What do first-time buyers and mortgage payers have in common? They both have their fingers crossed regarding the state of the housing market. There reasons for this are slightly different however. Speculation of a housing crash similar to the one currently occurring in the United States has led to hundreds of analysts giving their assessment of the situation, and no two seem to feel the same way. The cost of the average home fell by one per cent in the last quarter of 2007, and some analysts have predicted a far greater drop by the end of this year.
"Although my forecast is for house prices across the UK to fall eight to ten per cent in 2008, the decline may be much worse in certain areas," said Neil Woodford of Invesco Perpetual, a man who controls nearly £20 billion of investors' money.
But a recent Halifax report forecast that house prices would remain the same throughout 2008, despite the slow down in the market at the end of last year.
"We expect sound economic fundamentals and lower interest rates to support house prices," said Halifax chief economist Martin Ellis. "Nationally, we predict that house prices will be flat in 2008."

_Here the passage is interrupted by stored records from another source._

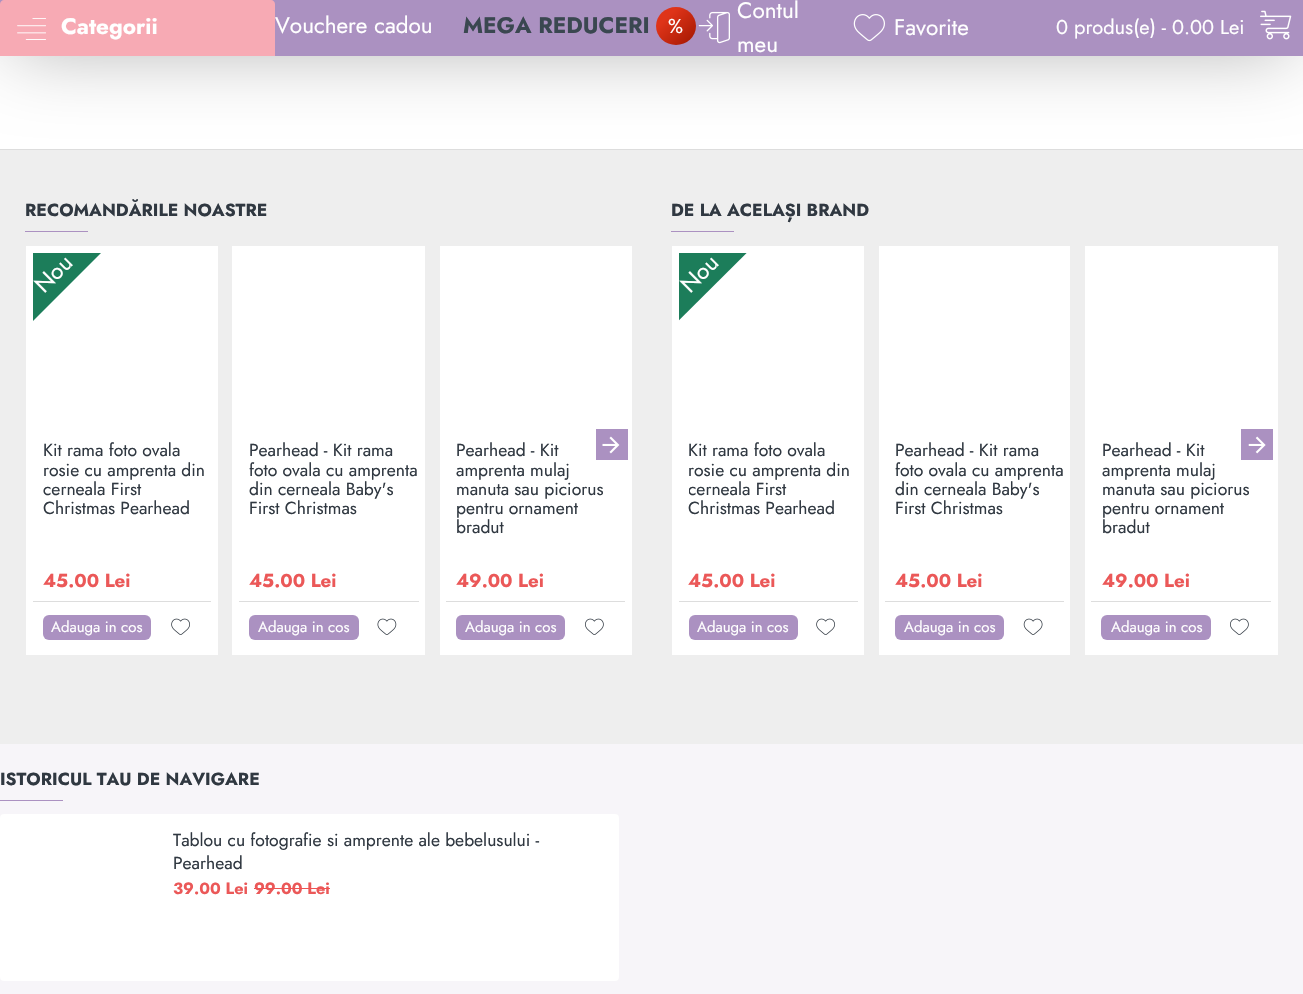 #include "include/core/SkBlurTypes.h"
#include "include/core/SkCanvas.h"
#include "include/core/SkData.h"
#include "include/core/SkFont.h"
#include "include/core/SkFontMgr.h"
#include "include/core/SkImage.h"
#include "include/core/SkMaskFilter.h"
#include "include/core/SkPaint.h"
#include "include/core/SkPathBuilder.h"
#include "include/core/SkTextBlob.h"
#include "include/effects/SkDashPathEffect.h"
#include "include/effects/SkGradientShader.h"
#include "include/utils/SkParsePath.h"

extern sk_sp<SkFontMgr> fontMgr;

static SkFont font(const char* family, int weight, float size, bool italic = false) {
    SkFontStyle style(weight, SkFontStyle::kNormal_Width,
        italic ? SkFontStyle::kItalic_Slant : SkFontStyle::kUpright_Slant);
    SkFont result(fontMgr->matchFamilyStyle(family, style), size);
    result.setSubpixel(true);
    return result;
}

static void drawLabel(SkCanvas* canvas, const char* s, float x, float y, const SkFont& font, SkColor color) {
    SkPaint ink(SkColor4f::FromColor(color));
    ink.setAntiAlias(true);
    canvas->drawString(s, x, y, font, ink);
}

static void fillRect(SkCanvas* canvas, float x, float y, float w, float h, SkColor color) {
    SkPaint ink(SkColor4f::FromColor(color));
    ink.setAntiAlias(true);
    canvas->drawRect(SkRect::MakeXYWH(x, y, w, h), ink);
}

static void fillRRect(SkCanvas* canvas, float x, float y, float w, float h, float radius, SkColor color) {
    SkPaint ink(SkColor4f::FromColor(color));
    ink.setAntiAlias(true);
    canvas->drawRoundRect(SkRect::MakeXYWH(x, y, w, h), radius, radius, ink);
}

static void drawPhoto(SkCanvas* canvas, const char* path, float x, float y, float w, float h) {
    auto image = SkImages::DeferredFromEncodedData(SkData::MakeFromFileName(path));
    canvas->drawImageRect(image, SkRect::MakeXYWH(x, y, w, h), SkSamplingOptions());
}

static SkPath parsePath(const char* data, bool evenOdd = false) {
    SkPath result = *SkParsePath::FromSVGString(data);
    if (evenOdd) result.setFillType(SkPathFillType::kEvenOdd);
    return result;
}

void draw(SkCanvas* canvas) {
    SkPaint paint;
    paint.setAntiAlias(true);
    canvas->clear(0xFFFFFFFF);
    fillRect(canvas, 0, 149, 1303, 1, 0xFFDDDDDD);
    fillRect(canvas, 0, 150, 1303, 594, 0xFFEEEEEE);
    paint.setColor(0x4D000000);
    paint.setMaskFilter(SkMaskFilter::MakeBlur(kNormal_SkBlurStyle, 37.5f));
    canvas->drawRect(SkRect::MakeXYWH(13, -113, 1278, 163), paint);
    paint.setMaskFilter(nullptr);
    fillRect(canvas, 0, 0, 1303, 56, 0xFFAB91C1);
    paint.setColor(0xFFF7AAB4);
    canvas->drawPath(parsePath("M4 0H271C273 0 275 2 275 4V56H0V4C0 2 2 0 4 0Z"), paint);
    drawPhoto(canvas, "assets/img1.png", 17, 18, 29, 22);
    SkFont font1 = font("Jost", 700, 22.5f);
    drawLabel(canvas, "Categorii", 61, 34, font1, 0xFFFFFFFF);
    SkFont font2 = font("Jost", 400, 22.5f);
    drawLabel(canvas, "Vouchere cadou", 275, 33, font2, 0xFFFFFFFF);
    drawLabel(canvas, "MEGA REDUCERI", 463, 33, font1, 0xFF3A4750);
    {
        const SkColor colors[] = {0xFFA01600, 0xFFDF3419};
        const float stops[] = {0, 0.74f};
        const SkPoint ends[] = {{696, 46}, {657, 6.9f}};
        paint.setShader(SkGradientShader::MakeLinear(ends, colors, stops, 2, SkTileMode::kClamp));
        paint.setAlpha(255);
    }
    canvas->drawOval(SkRect::MakeXYWH(656, 7, 40, 38), paint);
    SkFont font3 = font("Jost", 400, 20);
    drawLabel(canvas, "%", 668, 33, font3, 0xFFFFFFFF);
    drawPhoto(canvas, "assets/img2.png", 698, 11, 32, 33);
    drawLabel(canvas, "Contul", 737, 18, font2, 0xFFFFFFFF);
    drawLabel(canvas, "meu", 737, 52, font2, 0xFFFFFFFF);
    drawPhoto(canvas, "assets/img3.png", 853, 14, 32, 28);
    drawLabel(canvas, "Favorite", 894, 35, font2, 0xFFFFFFFF);
    drawLabel(canvas, "0 produs(e) - 0.00 Lei", 1056, 34, font3, 0xFFFFFFFF);
    drawPhoto(canvas, "assets/img4.png", 1260, 10, 32, 30);
    SkFont font4 = font("Jost", 700, 17.5f);
    drawLabel(canvas, "RECOMANDĂRILE NOASTRE", 25, 216, font4, 0xFF303841);
    fillRect(canvas, 25, 231, 63, 1, 0xFFAB91C1);
    fillRect(canvas, 26, 246, 192, 409, 0xFFFFFFFF);
    canvas->save();
    canvas->clipRect(SkRect::MakeXYWH(33, 253, 178, 178));
    paint.setShader(nullptr);
    paint.setColor(0xFF1C7D5A);
    canvas->drawPath(parsePath("M-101 366L146 118L191 163L-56 410Z"), paint);
    canvas->restore();
    SkFont font5 = font("Jost", 400, 23);
    canvas->save();
    canvas->rotate(-45, 44, 294);
    drawLabel(canvas, "Nou", 44, 294, font5, 0xFFFFFFFF);
    canvas->restore();
    SkFont font6 = font("Jost", 400, 17.5f);
    drawLabel(canvas, "Kit rama foto ovala", 43, 456, font6, 0xFF303841);
    drawLabel(canvas, "rosie cu amprenta din", 43, 476, font6, 0xFF303841);
    drawLabel(canvas, "cerneala First", 43, 495, font6, 0xFF303841);
    drawLabel(canvas, "Christmas Pearhead", 43, 514, font6, 0xFF303841);
    SkFont font7 = font("Jost", 700, 18.75f);
    drawLabel(canvas, "45.00 Lei", 43, 587, font7, 0xFFEB5858);
    fillRect(canvas, 33, 601, 178, 1, 0xFFDDDDDD);
    fillRRect(canvas, 43, 615, 108, 25, 6, 0xFFAB91C1);
    SkFont font8 = font("Jost", 400, 15);
    drawLabel(canvas, "Adauga in cos", 51, 632, font8, 0xFFFFFFFF);
    drawPhoto(canvas, "assets/img5.png", 171, 618, 19, 17);
    fillRect(canvas, 232, 246, 193, 409, 0xFFFFFFFF);
    drawLabel(canvas, "Pearhead - Kit rama", 249, 456, font6, 0xFF303841);
    drawLabel(canvas, "foto ovala cu amprenta", 249, 476, font6, 0xFF303841);
    drawLabel(canvas, "din cerneala Baby's", 249, 495, font6, 0xFF303841);
    drawLabel(canvas, "First Christmas", 249, 514, font6, 0xFF303841);
    drawLabel(canvas, "45.00 Lei", 249, 587, font7, 0xFFEB5858);
    fillRect(canvas, 239, 601, 180, 1, 0xFFDDDDDD);
    fillRRect(canvas, 249, 615, 110, 25, 6, 0xFFAB91C1);
    drawLabel(canvas, "Adauga in cos", 258, 632, font8, 0xFFFFFFFF);
    drawPhoto(canvas, "assets/img6.png", 377, 618, 20, 17);
    fillRect(canvas, 440, 246, 192, 409, 0xFFFFFFFF);
    drawLabel(canvas, "Pearhead - Kit", 456, 456, font6, 0xFF303841);
    drawLabel(canvas, "amprenta mulaj", 456, 476, font6, 0xFF303841);
    drawLabel(canvas, "manuta sau piciorus", 456, 495, font6, 0xFF303841);
    drawLabel(canvas, "pentru ornament", 456, 514, font6, 0xFF303841);
    drawLabel(canvas, "bradut", 456, 533, font6, 0xFF303841);
    drawLabel(canvas, "49.00 Lei", 456, 587, font7, 0xFFEB5858);
    fillRect(canvas, 446, 601, 179, 1, 0xFFDDDDDD);
    fillRRect(canvas, 456, 615, 109, 25, 6, 0xFFAB91C1);
    drawLabel(canvas, "Adauga in cos", 465, 632, font8, 0xFFFFFFFF);
    drawPhoto(canvas, "assets/img7.png", 585, 618, 19, 17);
    fillRect(canvas, 596, 429, 32, 31, 0xFFAB91C1);
    drawPhoto(canvas, "assets/img8.png", 602, 436, 18, 18);
    drawLabel(canvas, "DE LA ACELAȘI BRAND", 671, 216, font4, 0xFF303841);
    fillRect(canvas, 671, 231, 63, 1, 0xFFAB91C1);
    fillRect(canvas, 672, 246, 192, 409, 0xFFFFFFFF);
    canvas->save();
    canvas->clipRect(SkRect::MakeXYWH(679, 253, 179, 178));
    canvas->drawPath(parsePath("M545 366L792 118L837 163L589 410Z"), paint);
    canvas->restore();
    canvas->save();
    canvas->rotate(-45, 690, 294);
    drawLabel(canvas, "Nou", 690, 294, font5, 0xFFFFFFFF);
    canvas->restore();
    drawLabel(canvas, "Kit rama foto ovala", 688, 456, font6, 0xFF303841);
    drawLabel(canvas, "rosie cu amprenta din", 688, 476, font6, 0xFF303841);
    canvas->save();
    canvas->clipRect(SkRect::MakeXYWH(689, 441, 169, 78));
    drawLabel(canvas, "cerneala First", 688, 495, font6, 0xFF303841);
    canvas->restore();
    drawLabel(canvas, "Christmas Pearhead", 688, 514, font6, 0xFF303841);
    drawLabel(canvas, "45.00 Lei", 688, 587, font7, 0xFFEB5858);
    fillRect(canvas, 679, 601, 179, 1, 0xFFDDDDDD);
    fillRRect(canvas, 689, 615, 109, 25, 6, 0xFFAB91C1);
    drawLabel(canvas, "Adauga in cos", 697, 632, font8, 0xFFFFFFFF);
    drawPhoto(canvas, "assets/img5.png", 816, 618, 19, 17);
    fillRect(canvas, 879, 246, 191, 409, 0xFFFFFFFF);
    drawLabel(canvas, "Pearhead - Kit rama", 895, 456, font6, 0xFF303841);
    drawLabel(canvas, "foto ovala cu amprenta", 895, 476, font6, 0xFF303841);
    drawLabel(canvas, "din cerneala Baby's", 895, 495, font6, 0xFF303841);
    drawLabel(canvas, "First Christmas", 895, 514, font6, 0xFF303841);
    drawLabel(canvas, "45.00 Lei", 895, 587, font7, 0xFFEB5858);
    fillRect(canvas, 885, 601, 179, 1, 0xFFDDDDDD);
    fillRRect(canvas, 895, 615, 109, 25, 6, 0xFFAB91C1);
    drawLabel(canvas, "Adauga in cos", 904, 632, font8, 0xFFFFFFFF);
    drawPhoto(canvas, "assets/img9.png", 1023, 618, 20, 17);
    fillRect(canvas, 1085, 246, 193, 409, 0xFFFFFFFF);
    drawLabel(canvas, "Pearhead - Kit", 1102, 456, font6, 0xFF303841);
    drawLabel(canvas, "amprenta mulaj", 1102, 476, font6, 0xFF303841);
    drawLabel(canvas, "manuta sau piciorus", 1102, 495, font6, 0xFF303841);
    drawLabel(canvas, "pentru ornament", 1102, 514, font6, 0xFF303841);
    drawLabel(canvas, "bradut", 1102, 533, font6, 0xFF303841);
    drawLabel(canvas, "49.00 Lei", 1102, 587, font7, 0xFFEB5858);
    fillRect(canvas, 1091, 601, 180, 1, 0xFFDDDDDD);
    fillRRect(canvas, 1101, 615, 110, 25, 6, 0xFFAB91C1);
    drawLabel(canvas, "Adauga in cos", 1111, 632, font8, 0xFFFFFFFF);
    drawPhoto(canvas, "assets/img7.png", 1230, 618, 19, 17);
    fillRect(canvas, 1241, 429, 32, 31, 0xFFAB91C1);
    drawPhoto(canvas, "assets/img10.png", 1248, 436, 18, 18);
    fillRect(canvas, 0, 744, 1303, 250, 0xFFF7F5F9);
    drawLabel(canvas, "ISTORICUL TAU DE NAVIGARE", 0, 785, font4, 0xFF303841);
    fillRect(canvas, 0, 800, 63, 1, 0xFFAB91C1);
    fillRRect(canvas, 0, 814, 619, 167, 4, 0xFFFFFFFF);
    drawLabel(canvas, "Tablou cu fotografie si amprente ale bebelusului -", 173, 846, font6, 0xFF303841);
    drawLabel(canvas, "Pearhead", 173, 869, font6, 0xFF303841);
    SkFont font9 = font("Jost", 700, 16.25f);
    drawLabel(canvas, "39.00 Lei", 173, 894, font9, 0xFFEB5858);
    drawLabel(canvas, "99.00 Lei", 254, 894, font9, 0xFFEB5858);
    fillRect(canvas, 254, 888, 76, 1, 0xFFEE5353);
}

What we can be sure of is that the government is concerned about the situation. Chancellor Alistair Darling addressed an Engineering Employers Federation dinner in London recently, and stressed how keen he was to avoid the boom and bust fluctuations of the late 80s and early 90s.
"Market conditions today are very different from those we saw in the early 1990s. Interest rates remain at comparatively low levels - as do mortgage rates. And unemployment is currently at 30-year lows," Darling told the federation. "What's more there are important differences between the housing market in the US and the housing market here.
"Lenders in the UK have been more responsible in taking account of an individual's ability to pay. And demand for housing outstrips supply."
He added that in the long term the government wanted to build more homes in order to keep property prices in check. In the short term, however, he hinted that the March 12 budget will be used to encourage the take-up of affordable fixed-rate mortgages.
"For many households, particularly those on low incomes, fixing the level of mortgage repayments for several years makes real sense; and it can also contribute to wider macroeconomic stability," he explained.
But what does all this mean for house prices? The most sensible advice seems to come from former Bank of England policy maker Stephen Nickell. He has admitted that a downturn is likely in the short-term, but feels that no permanent damage will be done.
"`The actual size of the downturn is minute,'" said Nickell, who now advises the government on the residential property market. "How big is it going to be? I don't know, but it won't be very big."
"If you've got half a million to invest, I could well imagine buying some property," he added. "Recently, U.K. slowdowns have been gentle and fair."